The Librarian of Auschwitz

By: Antonio Iturbe

Grade: A

“Life, any life is very short. But if you’ve managed to be happy for at least an instant, it will have been worth living.”

“An instant! How short is that?”

“Very short. It’s enough to be happy for as long as it takes a match to be lit and go out.”

The Librarian of Auschwitz is the story of teenage Dita Kraus (as well as several other people) Dita was the librarian of a “family” camp in Auschwitz one that the Nazi’s allowed to run just in case the UN or anyone ever showed up. It was essentially a front. Something they could hide behind.

But Freddy Hirsch and several other people including the librarian turned it into a school. Some place the kids could still be taught and hear stories and hold books (even though being found with the books could have gotten her killed instantly) it was a place in which they could hold some normalcy and be happy. If only for a moment.

The Librarian is also a story about the power of books and stories. Not just Dita’s. But really histories. For all it’s seeming niceness of singing children it doesn’t shy away from the brutality. We follow several different points of view and many of them will meet horrible fates.

“She has discovered that her life can be made much more profound, because books multiply your experiences and enable you to meet people…”

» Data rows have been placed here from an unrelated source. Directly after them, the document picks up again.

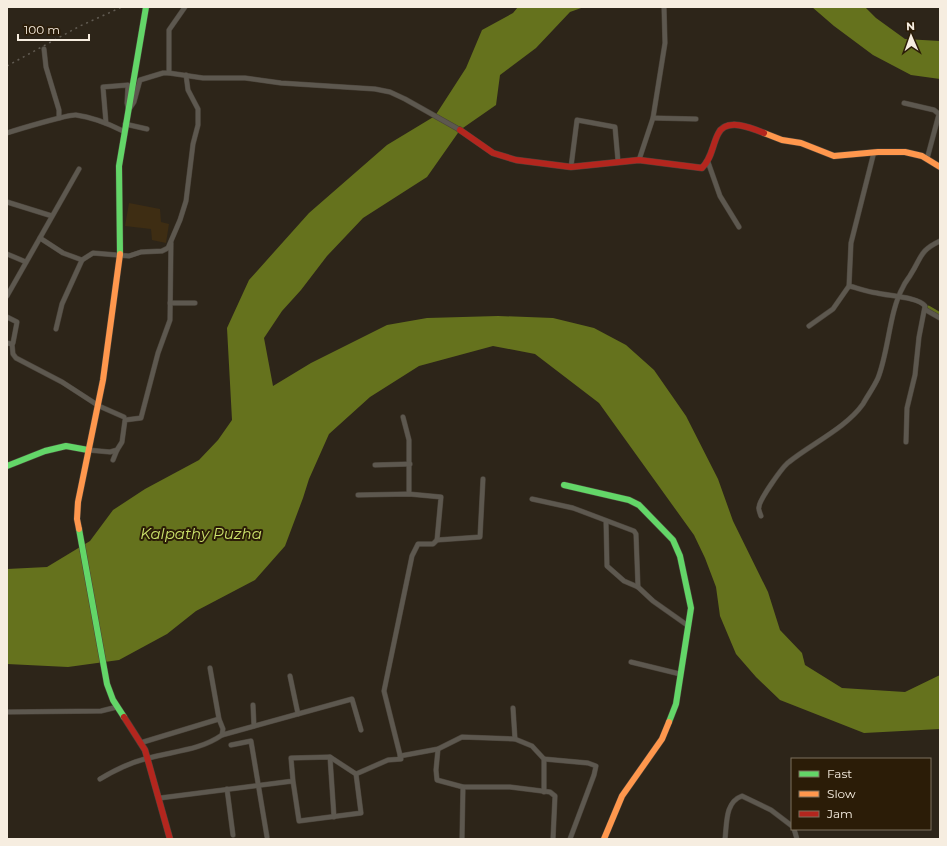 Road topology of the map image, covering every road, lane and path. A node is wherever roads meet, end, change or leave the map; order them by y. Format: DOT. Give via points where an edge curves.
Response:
graph roads {
  1 [pos="146,7"];
  2 [pos="185,7"];
  3 [pos="664,7"];
  4 [pos="44,49"];
  5 [pos="168,73"];
  6 [pos="186,75"];
  7 [pos="904,103"];
  8 [pos="128,110"];
  9 [pos="59,118"];
  10 [pos="653,118"];
  11 [pos="696,119"];
  12 [pos="106,123"];
  13 [pos="125,124"];
  14 [pos="147,129"];
  15 [pos="460,130"];
  16 [pos="124,131"];
  17 [pos="7,134"];
  18 [pos="874,152"];
  19 [pos="927,159"];
  20 [pos="639,160"];
  21 [pos="618,161"];
  22 [pos="708,162"];
  23 [pos="571,167"];
  24 [pos="940,167"];
  25 [pos="78,169"];
  26 [pos="7,202"];
  27 [pos="52,216"];
  28 [pos="740,227"];
  29 [pos="40,238"];
  30 [pos="171,241"];
  31 [pos="940,241"];
  32 [pos="7,254"];
  33 [pos="120,256"];
  34 [pos="82,260"];
  35 [pos="26,262"];
  36 [pos="849,286"];
  37 [pos="9,290"];
  38 [pos="7,296"];
  39 [pos="899,296"];
  40 [pos="170,303"];
  41 [pos="195,303"];
  42 [pos="926,310"];
  43 [pos="7,317"];
  44 [pos="940,318"];
  45 [pos="809,326"];
  46 [pos="56,329"];
  47 [pos="7,343"];
  48 [pos="13,343"];
  49 [pos="98,406"];
  50 [pos="404,417"];
  51 [pos="124,418"];
  52 [pos="906,442"];
  53 [pos="88,450"];
  54 [pos="117,450"];
  55 [pos="113,460"];
  56 [pos="410,464"];
  57 [pos="375,465"];
  58 [pos="7,466"];
  59 [pos="483,479"];
  60 [pos="564,485"];
  61 [pos="409,494"];
  62 [pos="358,495"];
  63 [pos="532,498"];
  64 [pos="760,516"];
  65 [pos="606,521"];
  66 [pos="436,540"];
  67 [pos="638,588"];
  68 [pos="687,624"];
  69 [pos="631,662"];
  70 [pos="210,668"];
  71 [pos="680,674"];
  72 [pos="290,676"];
  73 [pos="253,705"];
  74 [pos="118,706"];
  75 [pos="513,708"];
  76 [pos="7,712"];
  77 [pos="298,714"];
  78 [pos="219,719"];
  79 [pos="254,726"];
  80 [pos="361,730"];
  81 [pos="222,735"];
  82 [pos="515,739"];
  83 [pos="140,743"];
  84 [pos="231,745"];
  85 [pos="438,749"];
  86 [pos="400,756"];
  87 [pos="330,757"];
  88 [pos="146,758"];
  89 [pos="544,759"];
  90 [pos="356,774"];
  91 [pos="100,779"];
  92 [pos="292,781"];
  93 [pos="257,785"];
  94 [pos="463,787"];
  95 [pos="226,789"];
  96 [pos="544,792"];
  97 [pos="160,798"];
  98 [pos="334,817"];
  99 [pos="791,825"];
  100 [pos="233,835"];
  101 [pos="267,837"];
  102 [pos="170,839"];
  103 [pos="462,839"];
  104 [pos="553,839"];
  105 [pos="570,839"];
  106 [pos="604,839"];
  107 [pos="725,839"];
  1 -- 8 [label="street"];
  2 -- 5 [label="street" via="169,30"];
  3 -- 10 [label="street" via="665,43"];
  4 -- 9 [label="street"];
  5 -- 6 [label="street"];
  5 -- 8 [label="street" via="140,80 134,102"];
  6 -- 15 [label="street" via="390,92"];
  6 -- 30 [label="street" via="188,90 198,109 198,125 186,201"];
  7 -- 19 [label="street" via="934,110 939,114"];
  8 -- 12 [label="street" via="128,85 103,87"];
  8 -- 13 [label="street"];
  9 -- 12 [label="street" via="75,115"];
  9 -- 17 [label="street"];
  10 -- 11 [label="street"];
  10 -- 20 [label="street"];
  12 -- 16 [label="street"];
  13 -- 14 [label="street"];
  13 -- 16 [label="street"];
  15 -- 23 [label="street" via="494,153 508,158"];
  16 -- 33 [label="street" via="118,187"];
  18 -- 19 [label="street" via="914,154"];
  18 -- 22 [label="street" via="829,156 802,143 730,125 722,127 716,134"];
  18 -- 36 [label="street" via="851,243"];
  19 -- 24 [label="street"];
  20 -- 21 [label="street"];
  20 -- 22 [label="street" via="702,168"];
  21 -- 23 [label="street"];
  21 -- 23 [label="street" via="615,127 576,120"];
  22 -- 28 [label="street" via="720,196"];
  25 -- 27 [label="street"];
  26 -- 27 [label="street"];
  27 -- 29 [label="street"];
  29 -- 34 [label="street" via="63,253"];
  29 -- 35 [label="street"];
  30 -- 33 [label="street" via="168,248 162,251"];
  30 -- 40 [label="street"];
  31 -- 39 [label="street" via="920,255"];
  32 -- 35 [label="street"];
  33 -- 34 [label="street" via="93,253"];
  33 -- 49 [label="street"];
  34 -- 46 [label="street" via="62,304"];
  35 -- 37 [label="street"];
  36 -- 39 [label="street"];
  36 -- 45 [label="street" via="833,309"];
  37 -- 38 [label="street"];
  39 -- 42 [label="street" via="922,303"];
  39 -- 64 [label="street" via="885,357 870,393 858,410 787,463 770,485 759,507"];
  40 -- 41 [label="street"];
  40 -- 54 [label="street" via="170,320 158,353 141,418 125,420 122,442"];
  42 -- 44 [label="street"];
  42 -- 52 [label="street" via="919,337 915,375 906,408"];
  43 -- 48 [label="street" via="17,322"];
  47 -- 49 [label="street" via="12,344 16,358 62,382"];
  49 -- 51 [label="street"];
  49 -- 53 [label="street"];
  50 -- 56 [label="street" via="409,440"];
  53 -- 54 [label="street"];
  53 -- 58 [label="street" via="66,446 45,451"];
  53 -- 74 [label="street" via="77,519 104,674"];
  54 -- 55 [label="street"];
  56 -- 57 [label="street"];
  56 -- 61 [label="street"];
  59 -- 66 [label="street" via="480,537"];
  60 -- 68 [label="street" via="629,500 639,505 673,540 680,556 691,608"];
  61 -- 62 [label="street"];
  61 -- 66 [label="street" via="441,497"];
  63 -- 65 [label="street" via="573,508"];
  65 -- 67 [label="street" via="607,566 624,581"];
  65 -- 67 [label="street" via="634,530 636,534"];
  66 -- 86 [label="street" via="433,544 418,544 412,556 384,691"];
  67 -- 68 [label="street"];
  68 -- 71 [label="street"];
  69 -- 71 [label="street"];
  70 -- 78 [label="street"];
  71 -- 106 [label="street" via="676,704 662,739 622,796"];
  72 -- 77 [label="street"];
  73 -- 79 [label="street"];
  74 -- 76 [label="street" via="101,711"];
  74 -- 83 [label="street"];
  75 -- 82 [label="street"];
  77 -- 79 [label="street"];
  77 -- 80 [label="street" via="352,700"];
  78 -- 81 [label="street"];
  78 -- 83 [label="street"];
  79 -- 81 [label="street"];
  81 -- 88 [label="street" via="209,744"];
  82 -- 85 [label="street" via="462,737"];
  82 -- 89 [label="street" via="532,746"];
  83 -- 88 [label="street" via="145,750"];
  84 -- 93 [label="street" via="250,741"];
  85 -- 86 [label="street"];
  85 -- 94 [label="street" via="437,780"];
  86 -- 90 [label="street" via="400,759 388,760"];
  87 -- 90 [label="street"];
  87 -- 92 [label="street" via="291,758"];
  87 -- 98 [label="street"];
  88 -- 91 [label="street" via="121,766"];
  88 -- 97 [label="street"];
  89 -- 96 [label="street"];
  89 -- 105 [label="street" via="596,766"];
  90 -- 98 [label="street" via="361,813"];
  92 -- 93 [label="street"];
  92 -- 98 [label="street" via="299,821"];
  93 -- 95 [label="street"];
  93 -- 101 [label="street"];
  94 -- 96 [label="street" via="510,787"];
  94 -- 103 [label="street"];
  95 -- 97 [label="street"];
  95 -- 100 [label="street"];
  96 -- 104 [label="street" via="550,792 555,796"];
  97 -- 102 [label="street"];
  99 -- 107 [label="street" via="771,810 742,796 730,804"];
}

Despite the extreme differences in our lives it was so easy to connect with Dita on the level of reading. How it was for her to hide somewhere and be able to find solace in a story. A happy story can take you away from the world and make you laugh under the worst circumstances a tragedy can make you weep and give you the strength that you yourself might need to carry on.

I did find it a little hard to get into this book at the start. It does tend to jump around to people and back into Dita’s history. But once it does get going I really couldn’t put it down. The book also has a bit in the back about what happened to the people who survived the camps. It’s a powerful story about the power of actual stories in one of the worst times and places in history.

Recommend: Yes. Despite the story and the nice moments this doesn’t pull punches with Auschwitz or the horrible deaths and violence that pervaded.